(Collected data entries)
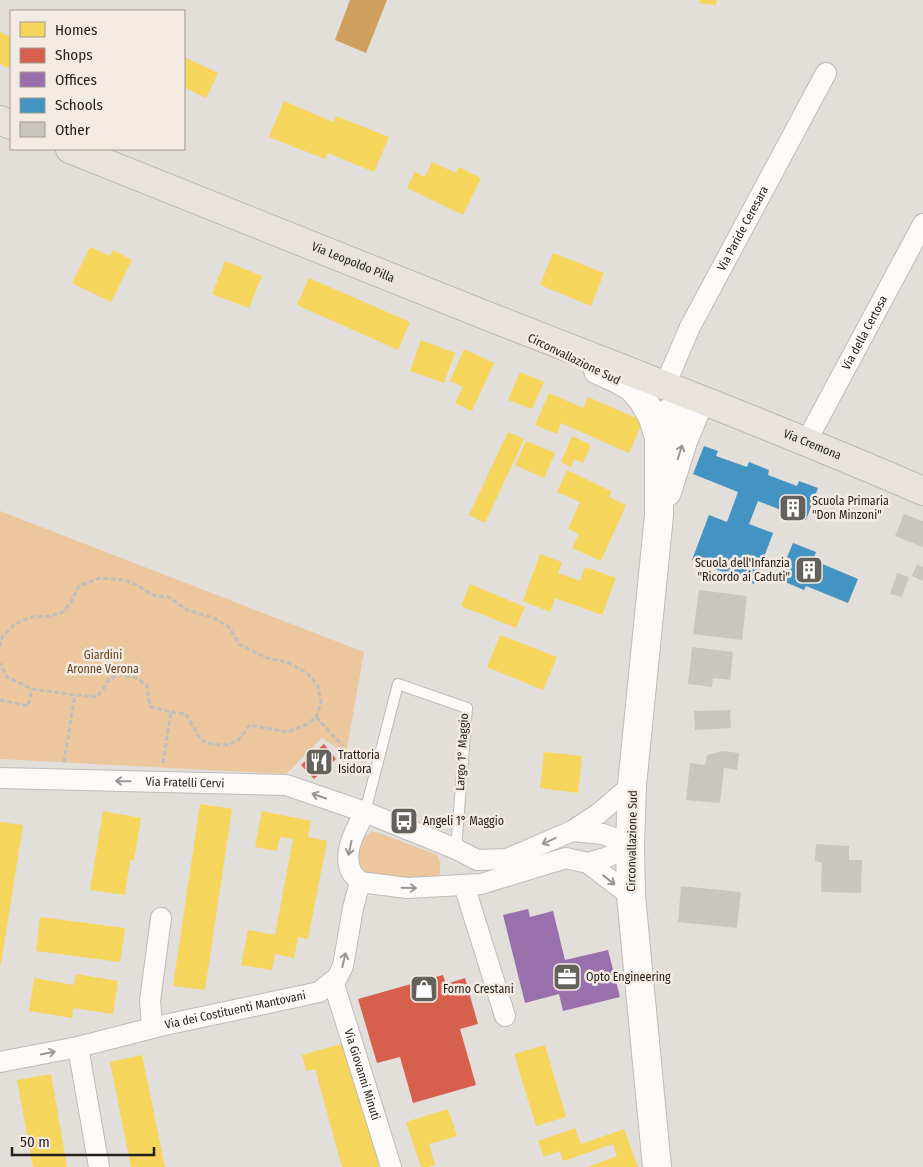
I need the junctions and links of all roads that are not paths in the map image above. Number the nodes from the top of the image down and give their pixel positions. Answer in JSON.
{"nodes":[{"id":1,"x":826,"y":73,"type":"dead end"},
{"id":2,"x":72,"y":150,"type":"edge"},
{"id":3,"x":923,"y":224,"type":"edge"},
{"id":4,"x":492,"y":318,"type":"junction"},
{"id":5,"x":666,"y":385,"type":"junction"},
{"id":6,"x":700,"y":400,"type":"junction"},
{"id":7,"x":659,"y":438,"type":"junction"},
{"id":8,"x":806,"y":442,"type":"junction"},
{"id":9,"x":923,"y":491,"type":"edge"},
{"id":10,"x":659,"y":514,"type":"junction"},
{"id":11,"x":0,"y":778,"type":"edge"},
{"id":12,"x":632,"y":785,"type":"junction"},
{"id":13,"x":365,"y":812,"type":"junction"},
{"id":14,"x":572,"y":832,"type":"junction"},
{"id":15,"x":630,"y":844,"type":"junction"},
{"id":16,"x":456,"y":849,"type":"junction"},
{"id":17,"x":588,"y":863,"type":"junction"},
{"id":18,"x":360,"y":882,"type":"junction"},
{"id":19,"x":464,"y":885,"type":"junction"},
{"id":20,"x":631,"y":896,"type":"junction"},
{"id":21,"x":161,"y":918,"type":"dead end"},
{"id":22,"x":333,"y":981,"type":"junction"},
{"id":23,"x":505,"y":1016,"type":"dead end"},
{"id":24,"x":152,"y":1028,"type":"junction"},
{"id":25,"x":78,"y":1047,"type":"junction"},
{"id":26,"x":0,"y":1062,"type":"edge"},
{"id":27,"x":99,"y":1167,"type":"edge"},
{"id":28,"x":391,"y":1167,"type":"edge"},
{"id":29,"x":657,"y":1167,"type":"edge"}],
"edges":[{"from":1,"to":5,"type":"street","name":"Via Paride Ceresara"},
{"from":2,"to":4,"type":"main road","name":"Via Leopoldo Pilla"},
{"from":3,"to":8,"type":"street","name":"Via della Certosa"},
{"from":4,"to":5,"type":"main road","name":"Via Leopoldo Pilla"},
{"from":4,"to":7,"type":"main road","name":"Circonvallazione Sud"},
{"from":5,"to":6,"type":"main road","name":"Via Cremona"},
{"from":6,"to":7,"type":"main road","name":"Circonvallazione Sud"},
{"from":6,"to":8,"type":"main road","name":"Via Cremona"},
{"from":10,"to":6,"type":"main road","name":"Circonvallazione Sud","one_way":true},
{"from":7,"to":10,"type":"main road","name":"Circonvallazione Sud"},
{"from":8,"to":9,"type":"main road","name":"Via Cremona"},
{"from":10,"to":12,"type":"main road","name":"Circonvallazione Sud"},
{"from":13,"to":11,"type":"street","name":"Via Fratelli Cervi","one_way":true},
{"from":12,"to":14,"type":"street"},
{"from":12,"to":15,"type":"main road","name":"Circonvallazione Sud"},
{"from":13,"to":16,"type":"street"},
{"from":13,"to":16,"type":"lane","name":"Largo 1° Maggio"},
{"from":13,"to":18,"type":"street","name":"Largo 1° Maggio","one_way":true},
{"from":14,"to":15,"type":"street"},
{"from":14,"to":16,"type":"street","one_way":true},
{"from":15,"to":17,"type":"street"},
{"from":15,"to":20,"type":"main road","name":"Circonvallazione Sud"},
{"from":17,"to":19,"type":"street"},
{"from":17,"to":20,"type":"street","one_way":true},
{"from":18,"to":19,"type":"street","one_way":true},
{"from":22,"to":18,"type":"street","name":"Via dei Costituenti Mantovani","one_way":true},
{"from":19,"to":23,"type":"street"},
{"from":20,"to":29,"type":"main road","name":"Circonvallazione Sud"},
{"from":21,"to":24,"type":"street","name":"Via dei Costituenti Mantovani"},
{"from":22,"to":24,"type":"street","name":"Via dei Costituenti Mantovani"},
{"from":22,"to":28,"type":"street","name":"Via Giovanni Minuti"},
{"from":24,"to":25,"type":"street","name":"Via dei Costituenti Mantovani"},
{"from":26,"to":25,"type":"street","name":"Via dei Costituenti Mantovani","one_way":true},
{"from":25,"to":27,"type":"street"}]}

- Task details
Determine how many lines above contain "Maggio" as a word or string. Give the number alone.

- Answer for this exercise
2